• Work task:
When the string "then" is part of a line below, that line should be copied.

• Data shown:
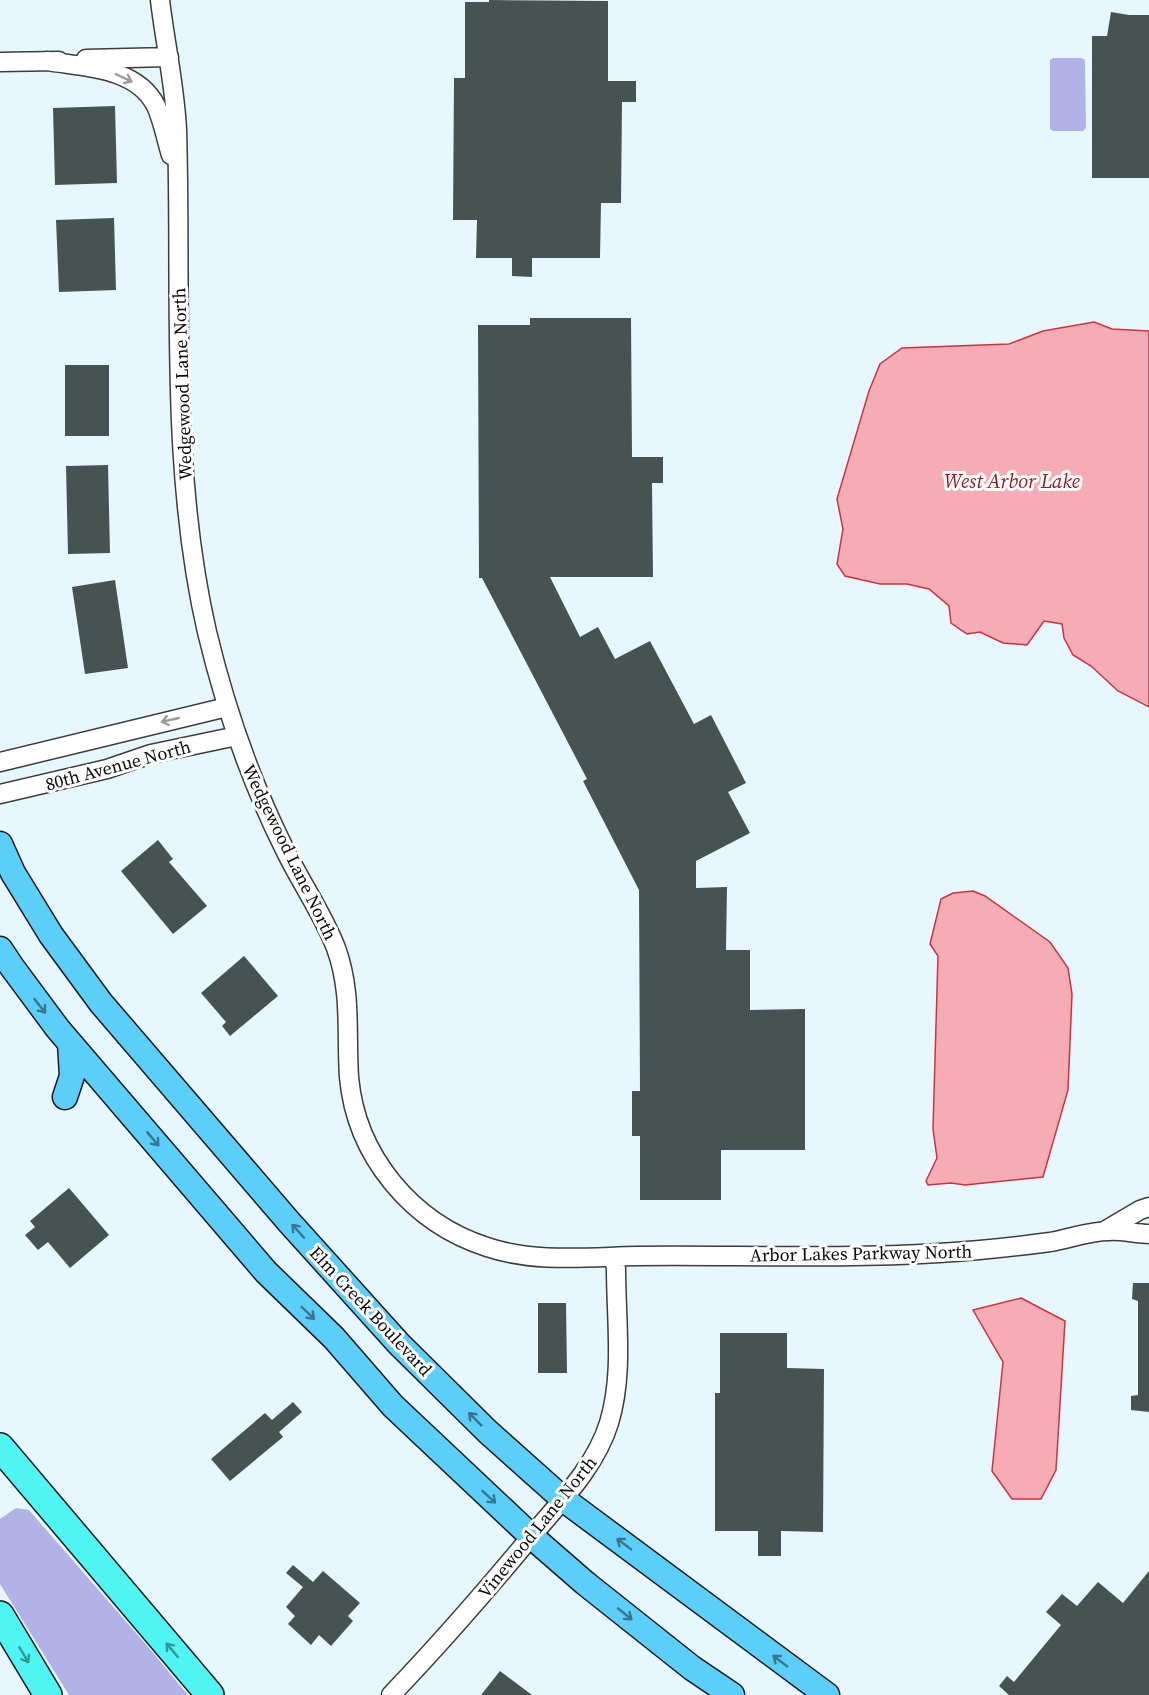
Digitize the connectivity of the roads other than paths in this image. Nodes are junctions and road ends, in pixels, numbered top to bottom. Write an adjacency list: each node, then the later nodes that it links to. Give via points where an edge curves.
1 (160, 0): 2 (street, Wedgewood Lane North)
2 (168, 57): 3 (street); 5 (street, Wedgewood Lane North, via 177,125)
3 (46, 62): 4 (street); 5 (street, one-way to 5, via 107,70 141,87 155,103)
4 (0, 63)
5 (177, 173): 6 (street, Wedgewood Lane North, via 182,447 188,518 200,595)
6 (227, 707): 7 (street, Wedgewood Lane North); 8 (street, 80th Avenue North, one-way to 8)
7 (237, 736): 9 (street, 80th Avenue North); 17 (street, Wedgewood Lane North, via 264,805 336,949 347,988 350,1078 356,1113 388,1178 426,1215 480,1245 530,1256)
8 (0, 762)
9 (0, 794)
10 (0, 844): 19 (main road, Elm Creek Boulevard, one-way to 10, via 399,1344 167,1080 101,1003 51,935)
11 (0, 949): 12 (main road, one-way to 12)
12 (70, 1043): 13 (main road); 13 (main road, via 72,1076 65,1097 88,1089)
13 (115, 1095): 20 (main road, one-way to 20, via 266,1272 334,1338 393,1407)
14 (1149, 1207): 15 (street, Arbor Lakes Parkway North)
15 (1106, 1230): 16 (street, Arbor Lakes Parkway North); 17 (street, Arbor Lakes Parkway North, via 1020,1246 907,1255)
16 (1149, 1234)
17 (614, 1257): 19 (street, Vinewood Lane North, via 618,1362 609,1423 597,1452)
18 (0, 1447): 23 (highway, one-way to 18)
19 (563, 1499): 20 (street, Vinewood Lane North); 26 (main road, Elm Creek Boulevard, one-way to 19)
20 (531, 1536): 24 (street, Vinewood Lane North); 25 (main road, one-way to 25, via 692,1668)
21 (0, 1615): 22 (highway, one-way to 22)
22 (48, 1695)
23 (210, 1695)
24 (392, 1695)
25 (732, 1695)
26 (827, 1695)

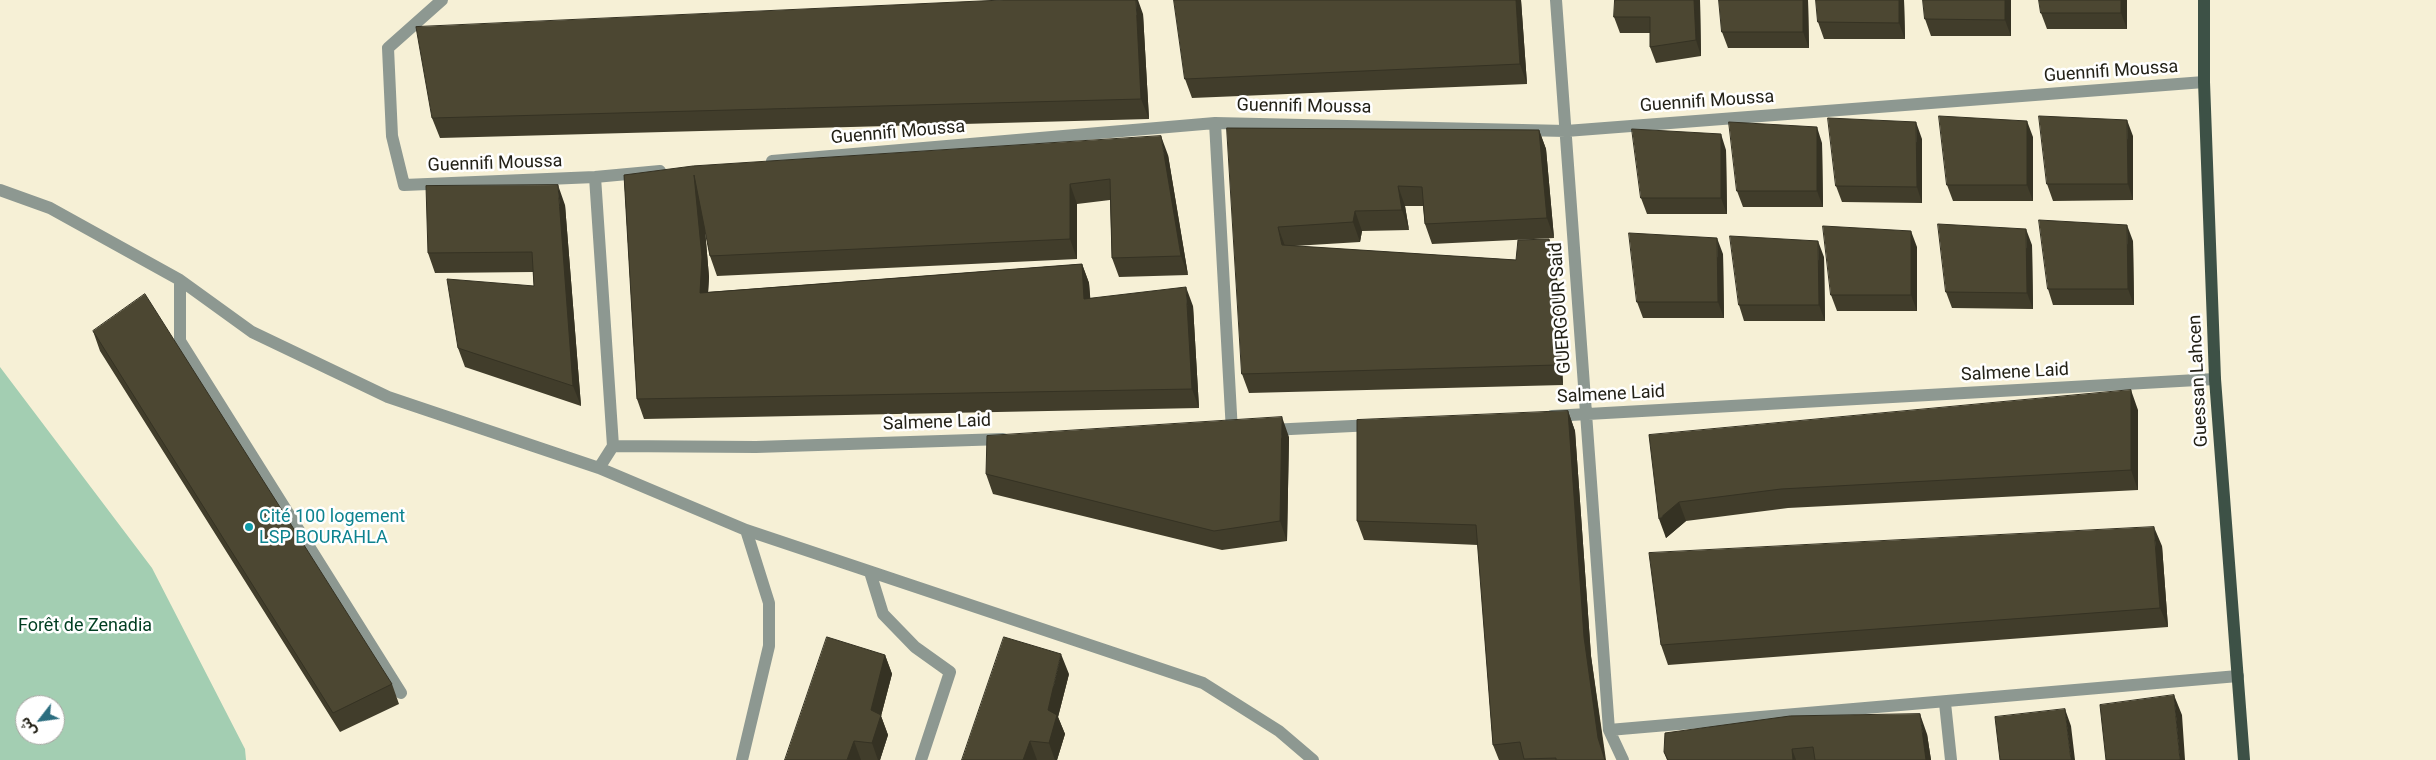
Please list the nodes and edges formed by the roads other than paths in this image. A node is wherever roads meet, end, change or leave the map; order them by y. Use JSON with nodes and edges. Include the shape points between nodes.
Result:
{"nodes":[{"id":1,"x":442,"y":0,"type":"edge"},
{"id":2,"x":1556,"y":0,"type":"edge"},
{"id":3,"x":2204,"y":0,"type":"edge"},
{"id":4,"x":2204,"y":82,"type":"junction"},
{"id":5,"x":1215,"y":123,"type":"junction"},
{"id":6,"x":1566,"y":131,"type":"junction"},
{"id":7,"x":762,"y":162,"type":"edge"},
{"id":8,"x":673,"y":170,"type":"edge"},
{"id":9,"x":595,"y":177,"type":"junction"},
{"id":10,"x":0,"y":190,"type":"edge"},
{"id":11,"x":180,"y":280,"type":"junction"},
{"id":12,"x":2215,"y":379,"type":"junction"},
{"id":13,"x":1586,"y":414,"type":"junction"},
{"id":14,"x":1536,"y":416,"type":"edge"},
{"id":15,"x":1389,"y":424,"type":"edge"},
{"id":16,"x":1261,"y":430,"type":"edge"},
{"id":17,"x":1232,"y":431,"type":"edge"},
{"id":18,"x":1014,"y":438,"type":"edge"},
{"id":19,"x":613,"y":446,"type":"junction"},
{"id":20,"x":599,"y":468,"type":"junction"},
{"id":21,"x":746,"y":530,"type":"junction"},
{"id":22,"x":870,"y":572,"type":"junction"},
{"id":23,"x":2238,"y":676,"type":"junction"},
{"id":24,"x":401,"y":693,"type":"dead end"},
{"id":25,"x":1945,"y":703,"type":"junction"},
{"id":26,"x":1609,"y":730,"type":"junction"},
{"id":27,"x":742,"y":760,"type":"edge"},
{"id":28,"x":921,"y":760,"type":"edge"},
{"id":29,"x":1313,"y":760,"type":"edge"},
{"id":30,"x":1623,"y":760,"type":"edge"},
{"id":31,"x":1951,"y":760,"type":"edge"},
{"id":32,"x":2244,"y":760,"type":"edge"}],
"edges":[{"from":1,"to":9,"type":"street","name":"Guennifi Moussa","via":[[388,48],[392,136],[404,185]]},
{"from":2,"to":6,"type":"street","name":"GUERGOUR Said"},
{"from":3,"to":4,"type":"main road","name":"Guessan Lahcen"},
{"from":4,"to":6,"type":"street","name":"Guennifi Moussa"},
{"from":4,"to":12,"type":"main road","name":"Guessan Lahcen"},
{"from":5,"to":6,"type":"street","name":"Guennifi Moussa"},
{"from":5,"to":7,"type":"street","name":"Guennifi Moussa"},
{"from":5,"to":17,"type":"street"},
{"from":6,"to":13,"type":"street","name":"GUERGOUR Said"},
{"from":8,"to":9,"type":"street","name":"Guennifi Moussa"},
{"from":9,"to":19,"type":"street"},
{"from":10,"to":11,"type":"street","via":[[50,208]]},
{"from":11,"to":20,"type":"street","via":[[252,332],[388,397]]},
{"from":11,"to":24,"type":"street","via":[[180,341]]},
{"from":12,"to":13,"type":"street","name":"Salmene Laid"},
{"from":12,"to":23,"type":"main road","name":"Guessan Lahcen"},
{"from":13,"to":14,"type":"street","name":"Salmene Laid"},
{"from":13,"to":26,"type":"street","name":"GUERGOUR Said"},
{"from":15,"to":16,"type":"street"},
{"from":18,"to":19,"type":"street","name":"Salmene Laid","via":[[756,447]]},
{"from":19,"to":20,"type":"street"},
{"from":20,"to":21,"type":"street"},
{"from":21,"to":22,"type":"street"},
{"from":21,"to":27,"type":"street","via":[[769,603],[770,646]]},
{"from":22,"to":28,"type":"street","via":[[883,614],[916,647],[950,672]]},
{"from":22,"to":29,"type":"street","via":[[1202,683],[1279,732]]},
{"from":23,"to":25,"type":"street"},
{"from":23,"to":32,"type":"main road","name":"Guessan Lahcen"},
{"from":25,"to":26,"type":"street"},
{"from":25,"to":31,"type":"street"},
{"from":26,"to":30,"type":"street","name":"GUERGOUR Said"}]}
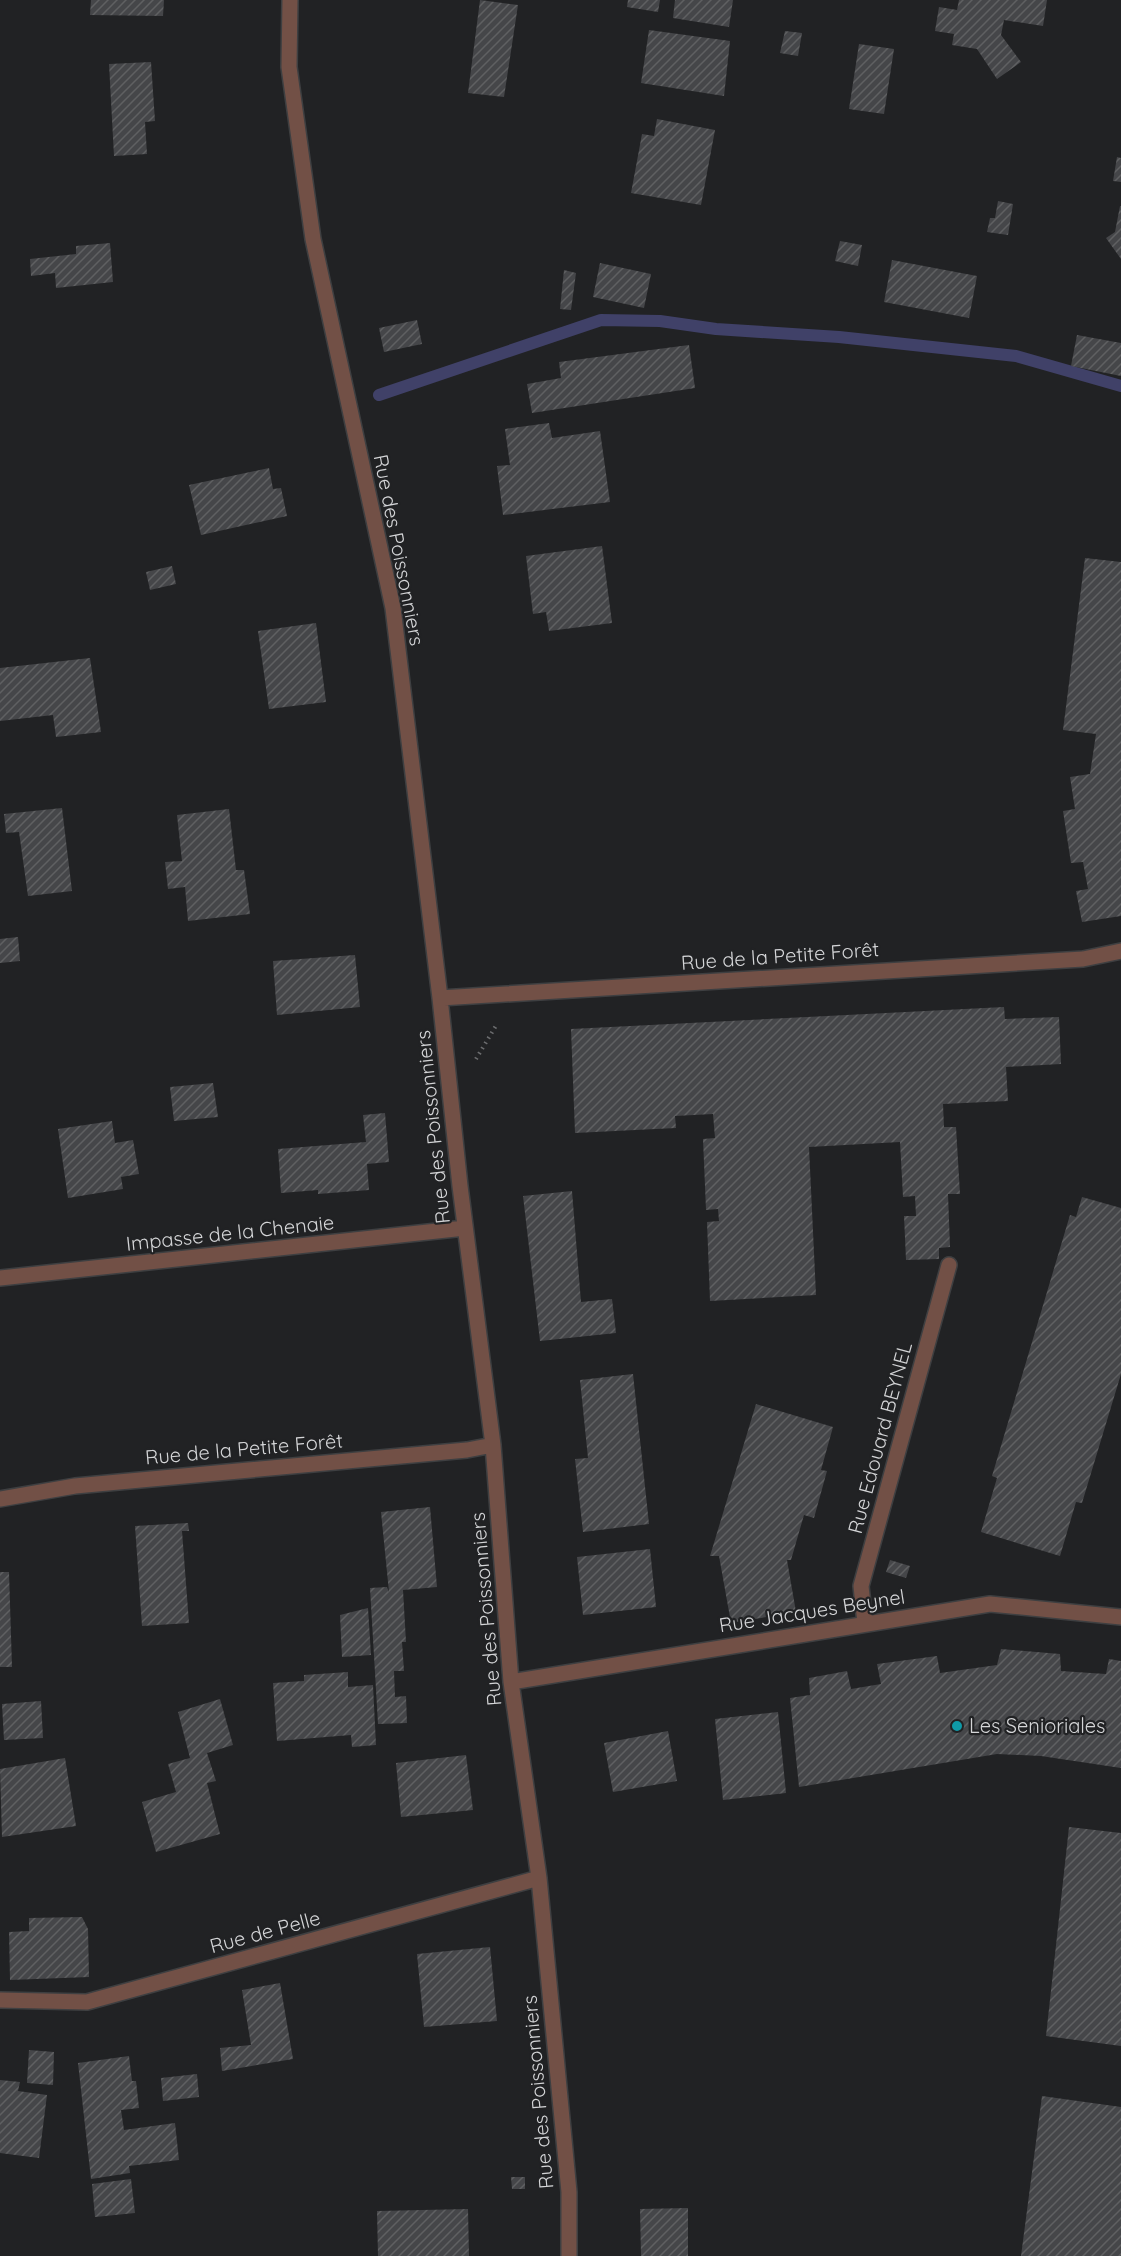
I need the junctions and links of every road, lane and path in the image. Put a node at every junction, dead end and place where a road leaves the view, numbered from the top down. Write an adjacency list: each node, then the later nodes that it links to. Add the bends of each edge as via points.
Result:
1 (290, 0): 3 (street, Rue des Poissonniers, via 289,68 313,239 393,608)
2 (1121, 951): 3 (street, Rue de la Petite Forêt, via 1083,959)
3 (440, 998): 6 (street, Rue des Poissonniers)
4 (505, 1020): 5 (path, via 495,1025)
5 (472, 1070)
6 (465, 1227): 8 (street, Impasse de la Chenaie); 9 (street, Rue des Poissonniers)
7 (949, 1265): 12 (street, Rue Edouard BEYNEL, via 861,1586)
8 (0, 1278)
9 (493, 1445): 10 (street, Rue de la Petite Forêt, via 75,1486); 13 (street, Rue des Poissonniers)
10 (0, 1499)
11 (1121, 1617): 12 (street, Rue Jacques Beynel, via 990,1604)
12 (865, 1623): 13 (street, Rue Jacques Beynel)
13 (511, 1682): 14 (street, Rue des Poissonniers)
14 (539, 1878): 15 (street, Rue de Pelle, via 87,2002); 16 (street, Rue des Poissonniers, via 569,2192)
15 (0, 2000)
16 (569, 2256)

• Output for this exercise:
Digitize the connectivity of the roads other than paths in this image. Nodes are junctions and road ends, in pixels, numbered top to bottom. Write an adjacency list: each node, then the later nodes that it links to. Give via points where an edge curves.
I need the junctions and links of every road, lane and path in the image. Put a node at every junction, dead end and place where a road leaves the view, numbered from the top down. Write an adjacency list: each node, then the later nodes that it links to. Add the bends of each edge as via points.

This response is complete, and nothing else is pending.